• _EXERCISE_:
Only lines holding "absolute" are needed; copy each of them from the data below.

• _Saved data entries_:
================

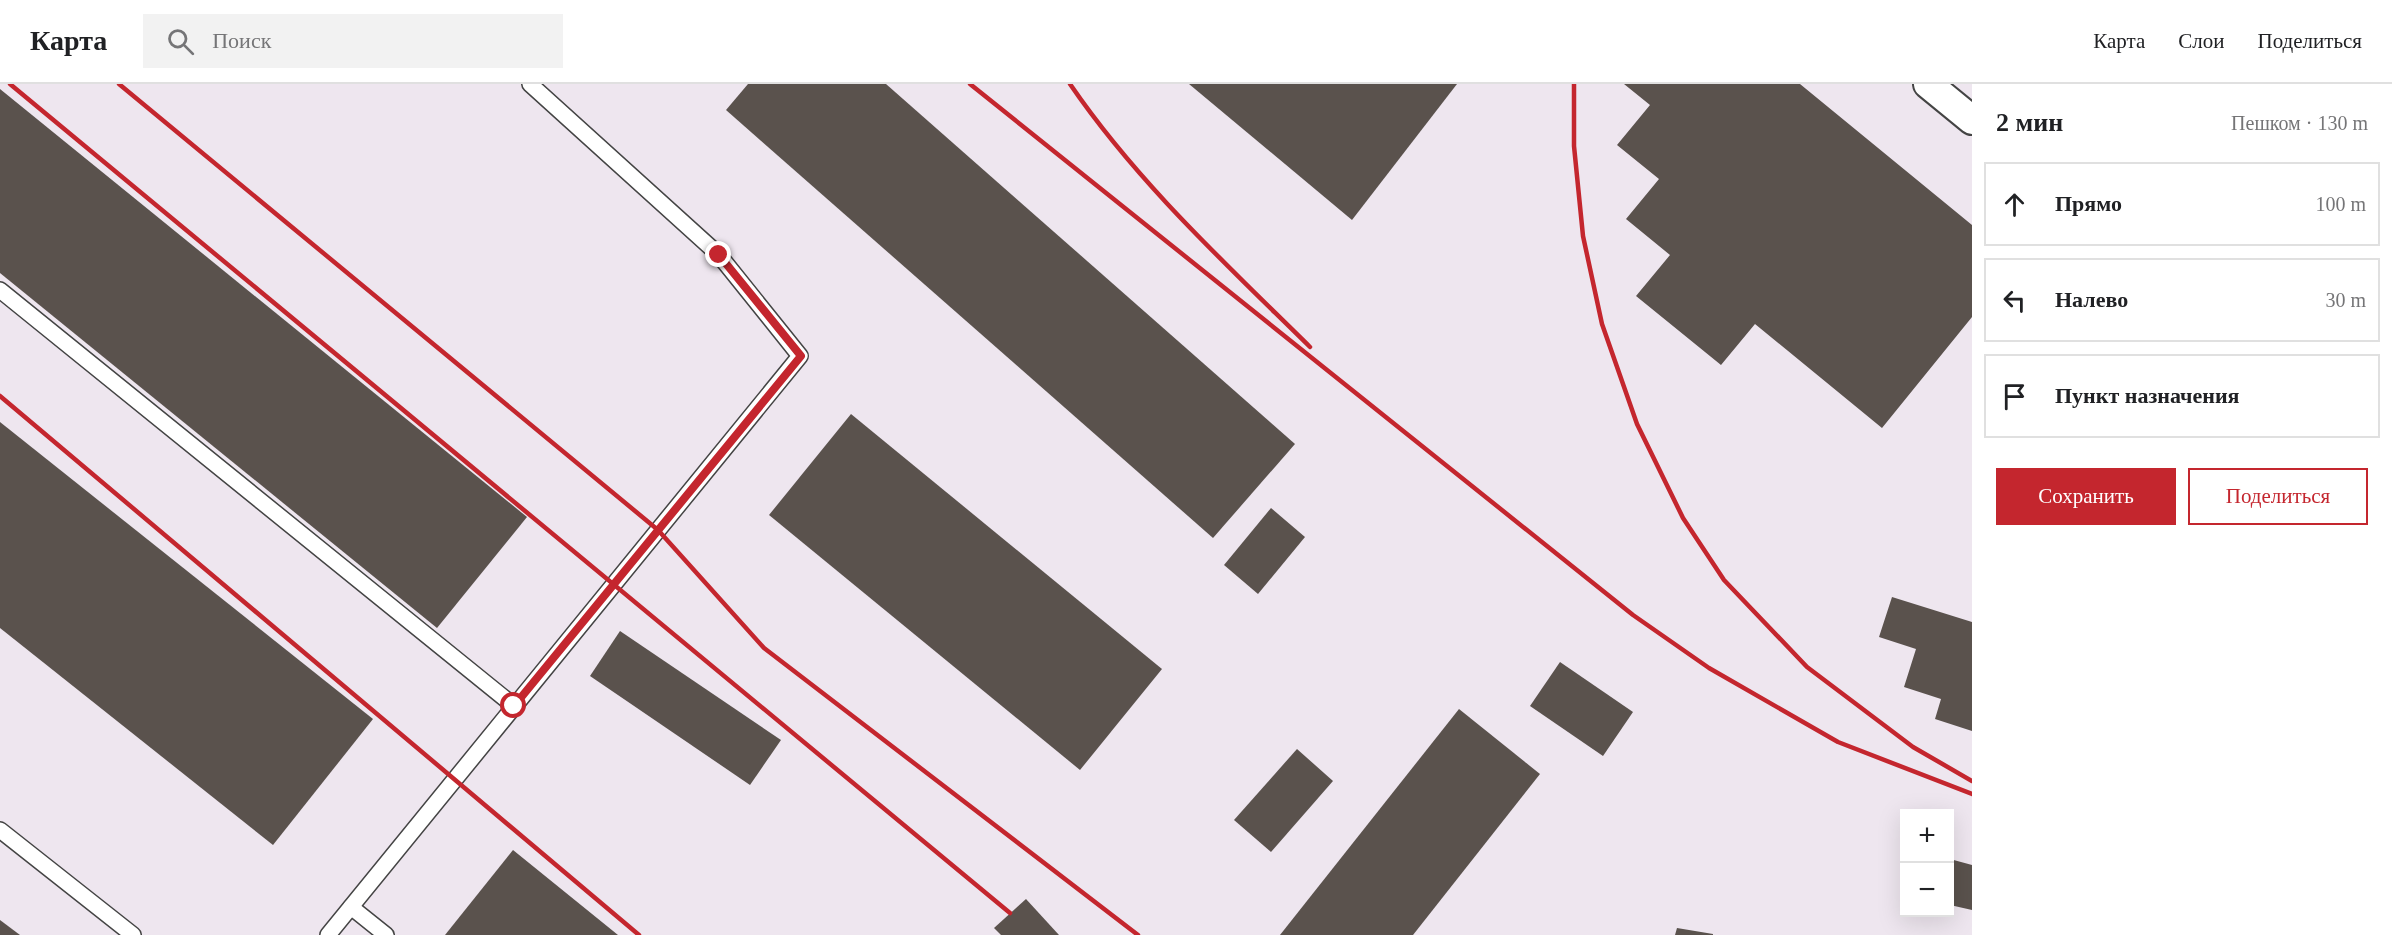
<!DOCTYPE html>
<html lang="ru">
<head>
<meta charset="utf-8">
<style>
	:root { --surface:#fff; --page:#f2f2f2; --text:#202124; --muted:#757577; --line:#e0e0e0; --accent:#c4262e }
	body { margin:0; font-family:"Times New Roman",serif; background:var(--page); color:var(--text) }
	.controls { position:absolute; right:18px; bottom:18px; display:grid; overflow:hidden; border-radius:0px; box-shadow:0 6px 24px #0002 }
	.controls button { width:54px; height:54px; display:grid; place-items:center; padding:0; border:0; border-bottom:2px solid var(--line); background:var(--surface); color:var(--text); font:30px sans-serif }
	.stop { position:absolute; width:18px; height:18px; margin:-14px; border:4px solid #c4262e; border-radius:50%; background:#fff }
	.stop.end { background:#c4262e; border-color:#fff; box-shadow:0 2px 6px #0008 }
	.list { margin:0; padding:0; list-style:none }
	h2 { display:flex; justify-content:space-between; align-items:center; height:78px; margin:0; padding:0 24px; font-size:26px }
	h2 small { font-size:20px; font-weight:400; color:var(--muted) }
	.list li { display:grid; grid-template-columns:39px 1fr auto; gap:18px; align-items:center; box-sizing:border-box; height:84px; margin:0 12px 12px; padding:0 12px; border:2px solid var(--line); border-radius:0px }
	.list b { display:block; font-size:22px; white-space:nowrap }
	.list em { font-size:20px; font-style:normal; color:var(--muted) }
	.actions { display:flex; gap:12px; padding:18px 24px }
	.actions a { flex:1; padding:14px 0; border:2px solid var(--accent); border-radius:0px; text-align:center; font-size:21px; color:var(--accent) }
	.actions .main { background:var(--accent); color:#fff }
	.icon { flex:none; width:33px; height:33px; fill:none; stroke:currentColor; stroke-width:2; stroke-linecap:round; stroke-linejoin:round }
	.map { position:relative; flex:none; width:1972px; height:851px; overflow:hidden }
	header { display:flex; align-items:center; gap:36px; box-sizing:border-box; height:84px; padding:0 30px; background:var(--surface); border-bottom:2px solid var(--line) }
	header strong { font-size:28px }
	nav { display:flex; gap:33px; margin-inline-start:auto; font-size:21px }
	.search { width:420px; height:54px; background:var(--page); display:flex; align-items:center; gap:15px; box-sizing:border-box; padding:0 21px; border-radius:0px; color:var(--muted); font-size:22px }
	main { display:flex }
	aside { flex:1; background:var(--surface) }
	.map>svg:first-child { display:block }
</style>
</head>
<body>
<header>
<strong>Карта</strong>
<div class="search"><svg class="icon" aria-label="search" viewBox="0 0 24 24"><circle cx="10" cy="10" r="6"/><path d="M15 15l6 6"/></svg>Поиск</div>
<nav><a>Карта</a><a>Слои</a><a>Поделиться</a></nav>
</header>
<main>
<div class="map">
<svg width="1972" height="851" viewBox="0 0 1972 851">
	<rect width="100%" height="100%" fill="#fffdf5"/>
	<path fill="#eee6ef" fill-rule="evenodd" d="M 0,0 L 1972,0 L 1972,851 L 0,851 ZM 1904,730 L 1950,730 L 1950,828 L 1904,828 Z"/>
	<g fill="#5a524d">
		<polygon points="748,0 886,0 1295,360 1213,454 726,26"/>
		<polygon points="1189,0 1457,0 1352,136"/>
		<polygon points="1624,0 1800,0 1972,141 1972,233 1882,344 1755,240 1721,281 1636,212 1670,171 1626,135 1659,95 1617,61 1650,21"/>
		<polygon points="0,5 527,433 437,544 0,189"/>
		<polygon points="851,330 1162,585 1080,686 769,431"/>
		<polygon points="0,338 373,635 273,761 0,544"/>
		<polygon points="1271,424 1305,453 1258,510 1224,481"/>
		<polygon points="1892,513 1972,538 1972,647 1935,635 1941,615 1904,603 1916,565 1879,553"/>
		<polygon points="620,547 781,656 750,701 590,592"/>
		<polygon points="1560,578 1633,628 1603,672 1530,622"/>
		<polygon points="1459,625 1540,690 1413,851 1280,851"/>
		<polygon points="1297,665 1333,697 1271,768 1234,736"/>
		<polygon points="513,766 618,851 445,851"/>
		<polygon points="1950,775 1972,781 1972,826 1950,821"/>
		<polygon points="1026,815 1059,851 1001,851 994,844"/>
		<polygon points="0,836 20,851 0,851"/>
		<polygon points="1677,844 1713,850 1713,851 1675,851"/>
	</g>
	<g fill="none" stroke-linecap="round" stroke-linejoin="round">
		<defs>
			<g id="service">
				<polyline points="0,206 514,622"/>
				<polyline points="0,746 133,851"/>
				<polyline points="351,823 386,851"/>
				<polyline points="328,851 800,272 719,171 530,0"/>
			</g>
			<polyline id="minor" points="1928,0 1972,36"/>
		</defs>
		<use href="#service" stroke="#444" stroke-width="18"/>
		<use href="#minor" stroke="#444" stroke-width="32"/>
		<use href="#service" stroke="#fff" stroke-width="15"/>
		<use href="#minor" stroke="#fff" stroke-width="28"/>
		<g stroke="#c4262e" stroke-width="4.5">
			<polyline points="10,0 1010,829"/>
			<polyline points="119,0 658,446 764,564 1138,851"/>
			<polyline points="970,0 1633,531 1709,584 1838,658 1972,710"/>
			<path d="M 1070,0 C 1137,98 1226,180 1310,263"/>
			<polyline points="1574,0 1574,62 1583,152 1602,240 1637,340 1683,434 1724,496 1807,583 1913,663 1972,697"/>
			<polyline points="0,312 639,851"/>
		</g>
	</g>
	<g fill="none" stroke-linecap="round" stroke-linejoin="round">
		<polyline stroke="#c4262e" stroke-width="8" points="514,622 801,272 719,171"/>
	</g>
</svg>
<div class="controls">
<button>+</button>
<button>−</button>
</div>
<div class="stop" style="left:514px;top:622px"></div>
<div class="stop end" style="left:719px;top:171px"></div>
</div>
<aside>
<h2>2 мин<small>Пешком · 130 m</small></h2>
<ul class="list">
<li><svg class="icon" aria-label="ahead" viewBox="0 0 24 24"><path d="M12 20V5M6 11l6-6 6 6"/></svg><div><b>Прямо</b></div><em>100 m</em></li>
<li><svg class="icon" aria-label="left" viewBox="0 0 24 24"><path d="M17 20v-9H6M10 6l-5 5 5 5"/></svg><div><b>Налево</b></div><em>30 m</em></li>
<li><svg class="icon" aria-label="arrive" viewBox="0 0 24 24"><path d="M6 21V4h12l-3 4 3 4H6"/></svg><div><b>Пункт назначения</b></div></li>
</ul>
<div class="actions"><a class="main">Сохранить</a><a>Поделиться</a></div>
</aside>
</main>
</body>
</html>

================

• _EXERCISE RESULT_:
	.controls { position:absolute; right:18px; bottom:18px; display:grid; overflow:hidden; border-radius:0px; box-shadow:0 6px 24px #0002 }
	.stop { position:absolute; width:18px; height:18px; margin:-14px; border:4px solid #c4262e; border-radius:50%; background:#fff }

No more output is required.